# No mention of DBS in Keynote (But not dead for Dish or Directv)



## Tom Robertson (Nov 15, 2005)

Cold off the presses. In bill Gate keynote speech tonight, which was all about connecting experiences, there was absolutely no mention of dbs technology. While four sources of getting HD content into the MS connected experience were listed the biggie was IPTV. Also listed were HD-DVD player, xbox 360, and xbox live.

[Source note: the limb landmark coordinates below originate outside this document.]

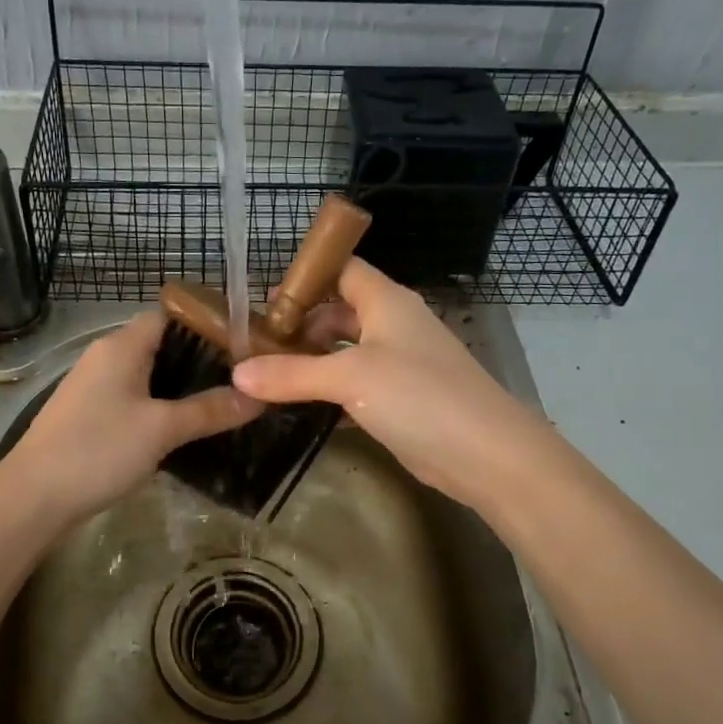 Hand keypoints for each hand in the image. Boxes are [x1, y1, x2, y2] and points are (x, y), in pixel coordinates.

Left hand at [0, 310, 261, 524]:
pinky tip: (183, 427)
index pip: (171, 314)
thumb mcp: (162, 429)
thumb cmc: (98, 450)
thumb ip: (210, 410)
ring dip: (182, 384)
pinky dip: (161, 404)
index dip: (208, 322)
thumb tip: (259, 396)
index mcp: (123, 345)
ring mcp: (95, 385)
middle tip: (243, 377)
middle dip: (202, 358)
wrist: (33, 497)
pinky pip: (135, 396)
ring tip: (223, 400)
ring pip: (148, 372)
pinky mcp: (89, 412)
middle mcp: (107, 355)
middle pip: (162, 343)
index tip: (245, 342)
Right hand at [231, 259, 548, 508]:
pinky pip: (354, 386)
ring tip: (266, 378)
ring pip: (344, 352)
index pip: (341, 270)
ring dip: (310, 362)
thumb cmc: (419, 396)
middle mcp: (392, 325)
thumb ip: (292, 374)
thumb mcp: (350, 377)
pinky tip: (297, 408)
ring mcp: (398, 364)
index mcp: (386, 301)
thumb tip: (237, 373)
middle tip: (256, 348)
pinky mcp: (399, 401)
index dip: (305, 278)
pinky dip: (327, 392)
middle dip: (300, 326)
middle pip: (338, 312)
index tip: (263, 301)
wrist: (485, 453) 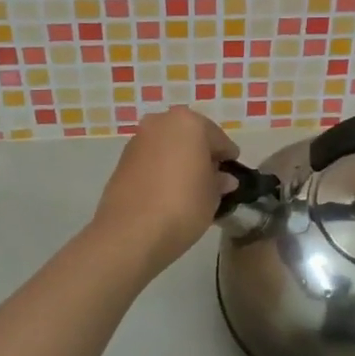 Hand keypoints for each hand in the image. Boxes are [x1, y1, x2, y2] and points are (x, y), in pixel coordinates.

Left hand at [90, 106, 239, 276]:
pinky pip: (151, 159)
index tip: (232, 172)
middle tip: (211, 178)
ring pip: (168, 146)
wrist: (130, 233)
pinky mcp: (122, 160)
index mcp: (189, 123)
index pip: (218, 138)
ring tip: (188, 187)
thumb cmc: (182, 206)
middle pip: (190, 136)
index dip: (227, 157)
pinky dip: (161, 169)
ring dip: (179, 160)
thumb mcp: (212, 196)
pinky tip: (167, 191)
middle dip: (201, 154)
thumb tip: (223, 178)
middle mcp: (161, 122)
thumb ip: (219, 181)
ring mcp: (138, 139) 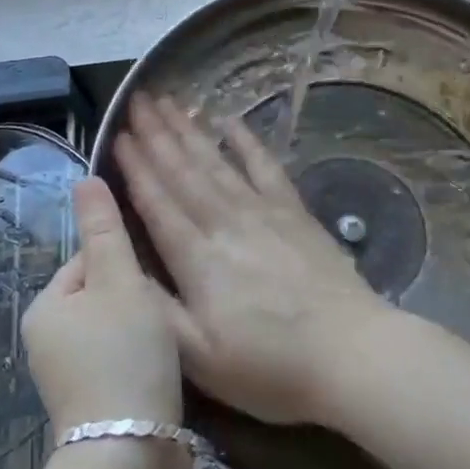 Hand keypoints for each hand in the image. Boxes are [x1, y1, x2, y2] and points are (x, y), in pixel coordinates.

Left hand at [22, 178, 184, 429]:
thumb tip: (84, 179)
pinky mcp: (91, 402)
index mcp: (46, 306)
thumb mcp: (121, 282)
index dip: (128, 261)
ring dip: (142, 328)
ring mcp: (67, 375)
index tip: (154, 281)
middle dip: (137, 298)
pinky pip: (119, 359)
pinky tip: (161, 370)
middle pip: (104, 293)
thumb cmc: (125, 356)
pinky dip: (140, 359)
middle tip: (164, 314)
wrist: (130, 456)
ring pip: (115, 327)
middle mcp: (47, 339)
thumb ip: (105, 230)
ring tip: (166, 343)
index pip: (90, 258)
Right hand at [113, 95, 391, 425]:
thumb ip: (155, 308)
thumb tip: (118, 267)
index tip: (117, 135)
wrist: (351, 353)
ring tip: (168, 103)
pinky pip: (265, 166)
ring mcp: (263, 212)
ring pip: (217, 161)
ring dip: (190, 131)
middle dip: (156, 135)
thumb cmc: (270, 367)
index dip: (134, 167)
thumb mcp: (198, 358)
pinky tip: (230, 122)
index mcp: (197, 258)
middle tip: (136, 102)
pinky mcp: (295, 213)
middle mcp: (225, 223)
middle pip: (183, 170)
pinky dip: (247, 142)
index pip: (156, 201) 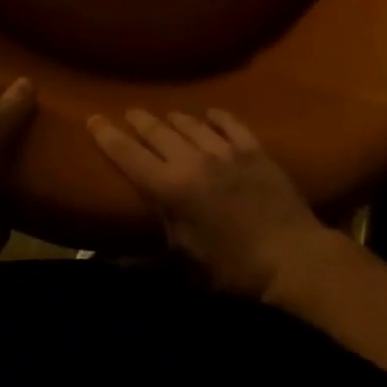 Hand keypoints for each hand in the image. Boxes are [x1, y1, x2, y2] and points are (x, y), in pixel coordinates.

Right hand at [88, 107, 336, 298]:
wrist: (294, 260)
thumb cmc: (234, 273)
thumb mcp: (185, 267)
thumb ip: (149, 254)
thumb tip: (113, 259)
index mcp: (169, 188)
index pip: (128, 155)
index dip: (107, 135)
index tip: (92, 118)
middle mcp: (191, 160)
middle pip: (156, 131)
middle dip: (138, 120)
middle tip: (129, 113)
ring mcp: (224, 150)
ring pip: (190, 123)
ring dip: (174, 119)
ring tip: (166, 117)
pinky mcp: (253, 149)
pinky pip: (229, 123)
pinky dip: (215, 117)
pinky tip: (210, 115) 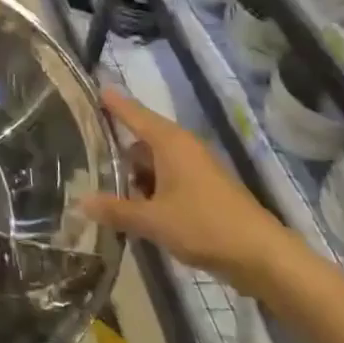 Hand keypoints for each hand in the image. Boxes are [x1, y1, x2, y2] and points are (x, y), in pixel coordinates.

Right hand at [79, 89, 296, 292]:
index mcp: (170, 142)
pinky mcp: (204, 188)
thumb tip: (80, 201)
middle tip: (82, 145)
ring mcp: (196, 167)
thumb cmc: (204, 226)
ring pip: (155, 160)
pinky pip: (167, 176)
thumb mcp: (153, 220)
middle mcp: (182, 147)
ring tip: (101, 179)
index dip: (112, 102)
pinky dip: (149, 185)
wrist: (263, 256)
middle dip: (116, 142)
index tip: (92, 86)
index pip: (133, 112)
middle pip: (142, 136)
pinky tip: (133, 203)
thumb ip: (115, 210)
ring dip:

I'll try to follow up tomorrow at the MS and Directv booths.

Respectfully submitted,
Tom

Update: both dish and directv are working on PC cards, running under Vista. Directv hopes to internally beta test second half of 2007. Dish does not have an announced timeline at this point.


----------



## FTA Michael (Jul 21, 2002)

You can watch that keynote speech here: http://www.microsoft.com/ces/

The transcript is supposed to show up soon at CESWeb.org, but I don't see it there yet.


----------



## mitchelljd (Aug 16, 2006)

well, why would gates mention DBS? DBS is a bit on the side. 

And to be blunt, as long as companies like Directv keep killing off other technology they don't own, IE TIVO, we will be limited on what outside companies can do with DBS.

Echostar & Directv ought to seek out more electronics & tech companies instead of alienating them. What Directv is doing to Tivo is frustrating to the end user, let us decide what models we prefer!! don't give us only 1 option at HD DVR.

fraking morons at Directv. makes me want to go Fios when it comes.


----------



## Newshawk (Sep 3, 2004)

mitchelljd said:


> well, why would gates mention DBS? DBS is a bit on the side.


Perhaps since MS and D* are working on sharing content from XBox360s and MCEs with the HR20?



mitchelljd said:


> And to be blunt, as long as companies like Directv keep killing off other technology they don't own, IE TIVO, we will be limited on what outside companies can do with DBS.
> 
> Echostar & Directv ought to seek out more electronics & tech companies instead of alienating them. What Directv is doing to Tivo is frustrating to the end user, let us decide what models we prefer!! don't give us only 1 option at HD DVR.
> 
> fraking morons at Directv. makes me want to go Fios when it comes.


Do you seriously think that Verizon is going to give you a choice of DVRs? They're going to tell you, "Here's your DVR... take it or leave it!" In fact, no provider that I know of is now offering more than one SD and one HD DVR-and I'd be willing to wager that D* is the only one that identifies the various manufacturers of its DVRs.


----------



## Tom Robertson (Nov 15, 2005)

Spoke with the Directv and the dish folks. Both are working on their versions. 

Directv is hoping for an formal internal beta test starting in 2nd half of 2007.

Dish has no announcement to make regarding timelines.

So, this is not dead. Biggest issues are DRM which is a Microsoft responsibility in this case.

Cheers,
Tom


----------